Performative DEI: What Brian Flores is exposing about sham DEI efforts in the NFL and the persistence of Anti-Blackness everywhere

February 11, 2022

By: Roger Moreano

When former Miami Dolphins head coach Brian Flores announced last week that he was filing a class action lawsuit against the National Football League and its teams, most notably the Dolphins, the New York Giants, and the Denver Broncos, a cascade of reactions erupted across multiple social media platforms.

There were, of course, the anticipated denials by the accused. There were also the multiple interviews Flores delivered across television networks that, I suspect, triggered the collective deep sighs and head nodding that countless Black folks may have engaged in, as if to say, “we hear you Brian…”

In 2003 the NFL put into effect the “Rooney Rule” – named after Dan Rooney, former owner of the Pittsburgh Steelers and head of the NFL’s diversity committee, and was one of the first institutional attempts by the league to address systemic racial bias and discrimination in hiring practices. 

The rule came on the heels of the high-profile firing of two of the NFL’s most successful coaches at the time, Tony Dungy of the Tampa Bay Buccaneers, and Dennis Green of the Minnesota Vikings. After the firings, Green would only coach three more seasons in Arizona, while Dungy became the head coach in Indianapolis where turned the Colts into a perennial powerhouse and into Super Bowl champions in the 2006 season making Dungy the first African-American head coach to win a title in league history.

The allegations Flores delivered mirror troubling racist organizational practices that have long been in place for generations in organizations across our society. The practices of sham interviews, being tokenized, and being put into “glass cliff” roles which are often – consciously or unconsciously – set up to fail. 
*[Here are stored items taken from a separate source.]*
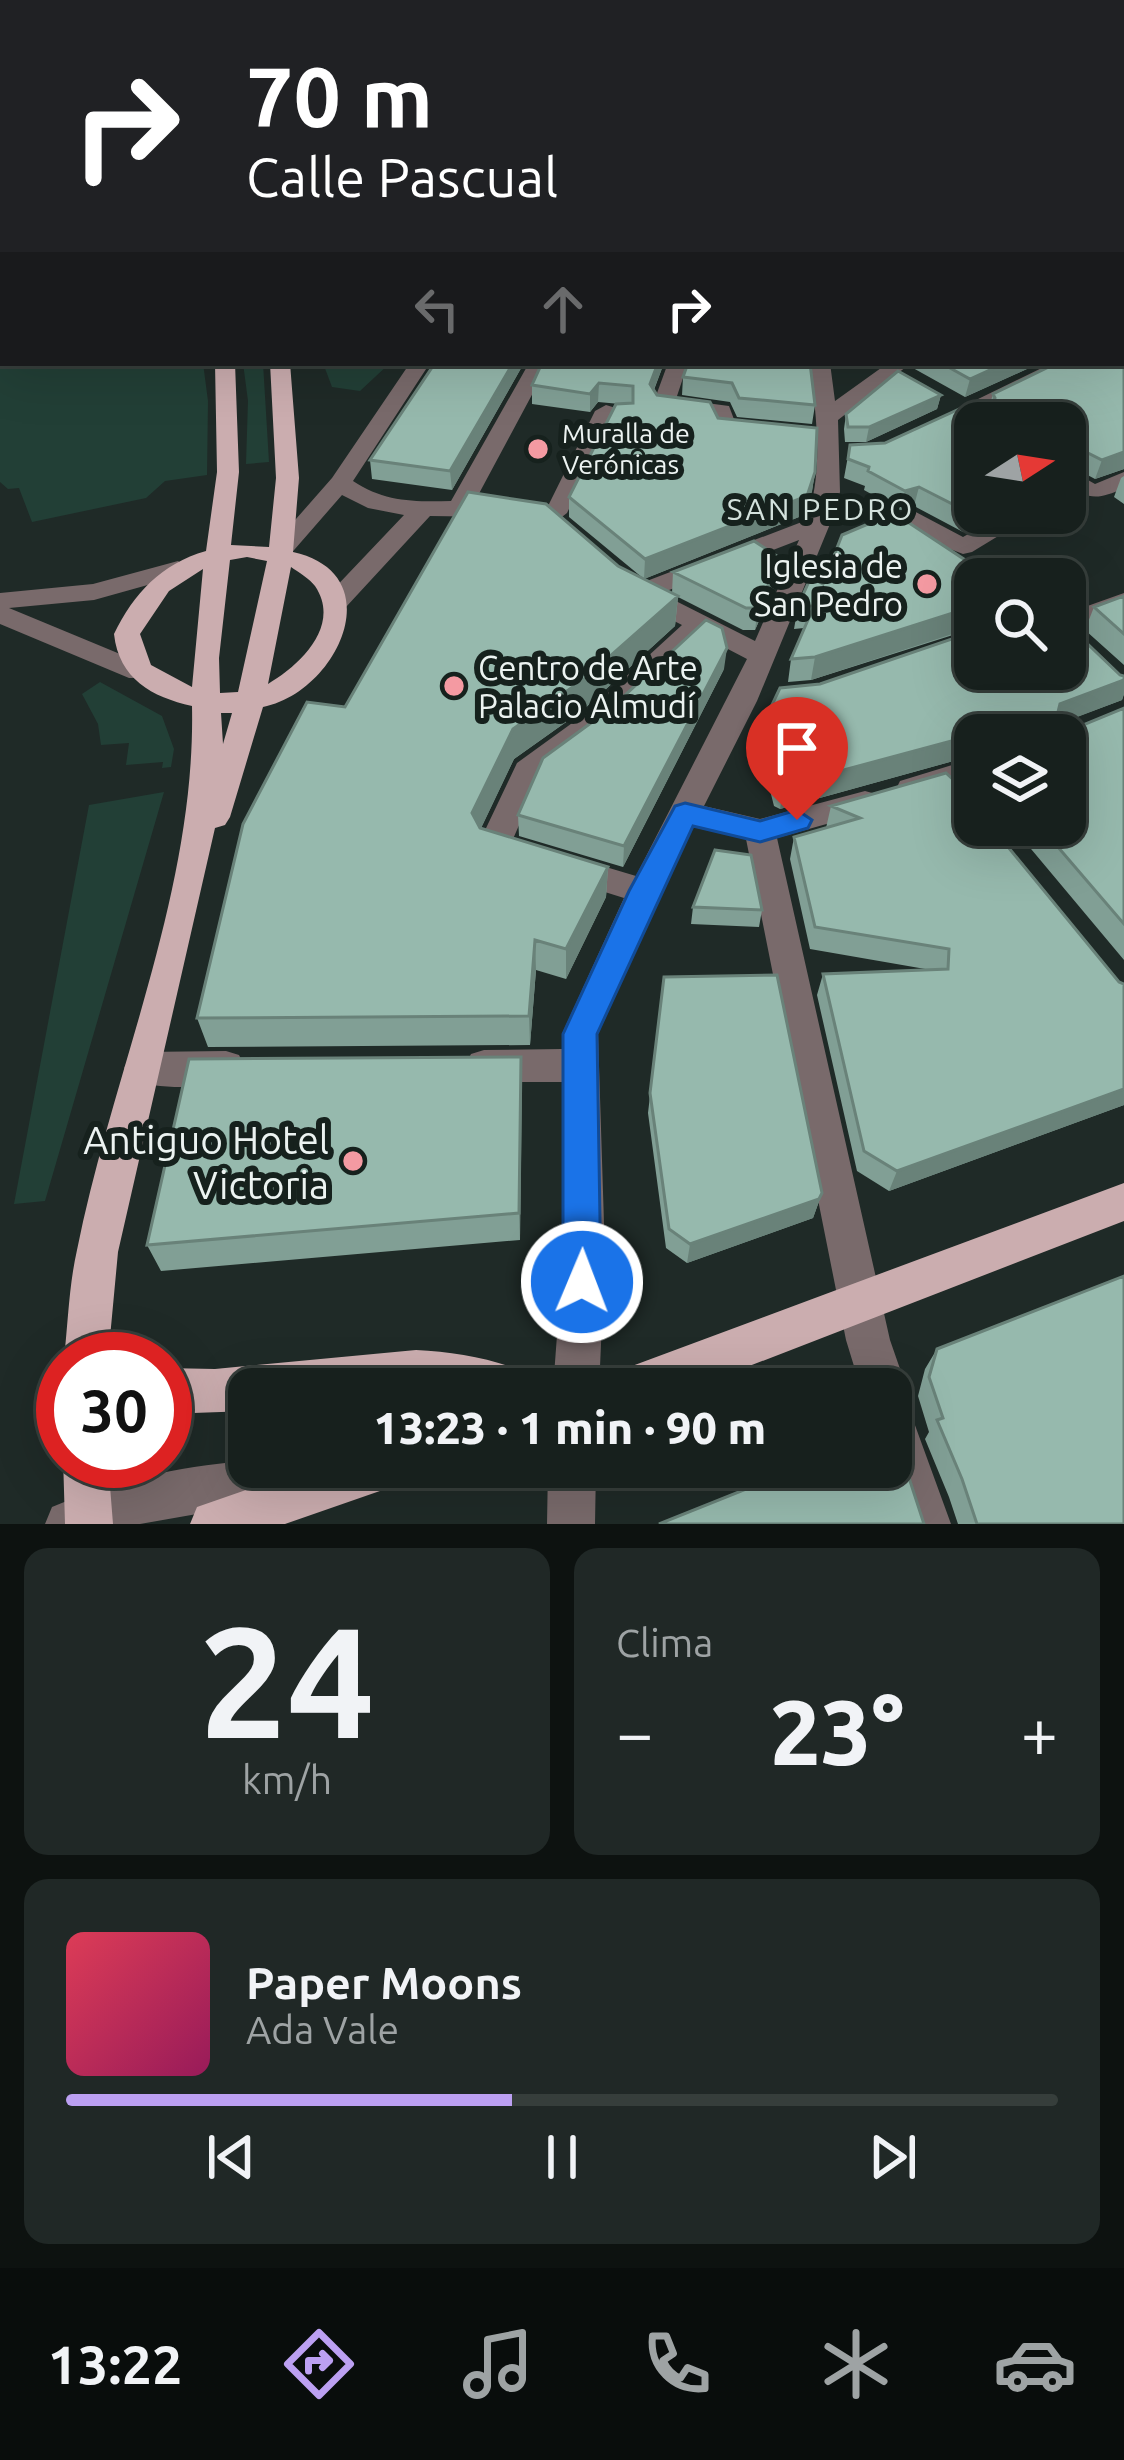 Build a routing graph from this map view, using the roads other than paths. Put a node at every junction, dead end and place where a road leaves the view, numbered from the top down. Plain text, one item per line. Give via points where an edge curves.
1 (225, 366) edge
2 (280, 366) edge
3 (418, 366) edge
4 (537, 366) edge
5 (677, 366) edge
6 (820, 366) edge
7 (1062, 366) edge
8 (901, 371) edge
9 (987, 402) edge
10 (621, 413) edge
11 (954, 417) edge
12 (926, 430) edge
13 (766, 431) edge
14 (824, 435) junction
15 (860, 455) edge
16 (1124, 479) edge
17 (340, 483) junction
18 (1086, 488) edge
19 (1086, 493) edge
20 (1094, 493) junction
21 (1124, 503) edge
22 (461, 505) junction
23 (422, 511) junction
24 (818, 524) junction
25 (986, 534) edge
26 (279, 553) junction
27 (217, 554) junction
28 (954, 565) edge
29 (178, 569) junction
30 (620, 580) edge
31 (656, 586) edge
32 (0, 601) edge
33 (337, 601) junction
34 (1124, 601) edge
35 (0, 614) edge
36 (700, 624) junction
37 (1086, 624) edge
38 (763, 656) junction
39 (139, 672) junction
40 (784, 697) edge
41 (743, 701) junction
42 (206, 704) junction
43 (250, 704) junction
44 (954, 776) edge
45 (685, 813) junction
46 (760, 831) junction
47 (190, 885) junction
48 (644, 891) junction
49 (580, 1065) junction
50 (444, 1066) edge
51 (263, 1067) edge
52 (143, 1068) junction
53 (1124, 1202) edge
54 (88, 1304) junction
55 (860, 1304) junction
56 (87, 1332) edge
57 (98, 1332) edge
58 (577, 1368) edge
59 (688, 1368) edge
60 (878, 1368) edge
61 (228, 1391) edge
62 (192, 1392) edge
63 (912, 1477) edge
64 (228, 1486) edge
65 (84, 1488) edge
66 (318, 1488) edge
67 (572, 1488) edge
68 (82, 1521) edge
69 (214, 1524) edge
70 (571, 1524) edge
71 (927, 1524) edge

1 - 27 main road via 230,447
2 - 26 main road via 286,467
3 - 17 street
4 - 22 street
5 - 13 street via 664,404 721,411 725,428
6 - 14 street
7 - 9 street
8 - 14 street
10 - 22 street via 606,411 556,524
11 - 12 street
14 - 15 street
14 - 24 street via 828,492
16 - 20 street
17 - 23 street via 369,503
17 - 26 street
18 - 20 street
19 - 20 street
20 - 21 street
22 - 23 street
23 - 33 street
24 - 31 street
24 - 38 street
25 - 28 street via 963,547 912,517 903,530
26 - 27 main road
26 - 33 main road via 317,572
26 - 43 main road
27 - 29 main road
27 - 42 main road
29 - 32 street via 94,592
29 - 39 main road via 144,602 127,634
30 - 36 street
33 - 43 main road via 334,632 317,663
34 - 37 street
35 - 39 street
36 - 38 street
36 - 48 street via 528,771 494,845
38 - 41 street
39 - 42 main road
40 - 41 street
41 - 45 street
42 - 43 main road
42 - 47 main road via 204,797
43 - 47 main road
44 - 46 street
45 - 46 street
45 - 48 street
46 - 55 street
47 - 52 main road
48 - 49 street via 580,1034
49 - 50 street
49 - 58 street
51 - 52 street
52 - 54 main road
53 - 55 main road
54 - 56 main road
54 - 57 main road
55 - 59 main road
55 - 60 street
61 - 62 main road
63 - 71 street
64 - 68 street
65 - 68 main road
66 - 69 main road
67 - 70 street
These “set up to fail” DEI positions are often put into place quickly and with little thought. Organizational leaders seem more motivated in this process by their own public image and often in performative and self congratulatory acts. 

Driven mostly by public perception, these DEI roles – and the lack of vision that goes into creating them – often reflect the pressures that organizational leaders might feel to demonstrate their “commitment” to DEI. An organizational leader, facing the prospects of going into a new fiscal year or season without any demonstrated institutional commitment to DEI, may suddenly make a phone call to a Black leader within or outside the organization and quickly offer them a promotion or a high level position on the leadership team. 

As such, organization leaders will often take these steps without providing the new Black leader with the institutional power, resources and support necessary to be successful. The Black leader may be asked to take on tasks or controversial issues within the organization without the power or time to produce the outcomes needed to move the institution forward. The pressures Black leaders encounter in facing these enormous obstacles can lead to exhaustion and burnout. This can negatively affect performance. 

Then, if the Black leader fails, they are scapegoated as the reason for the failure and let go. And, in the case of Brian Flores, you may produce the franchise’s first back to back winning seasons since 2003 and still be fired.

Any organizational leader that is serious and authentic in their diversity, equity, inclusion, and anti racism/anti bigotry work and supporting Black and Brown leaders at any level will – at a bare minimum – institutionalize their DEI efforts and include and engage in the following twelve steps:

1. Provide a clear vision of where the institution stands on DEI issues and what the institution stands against.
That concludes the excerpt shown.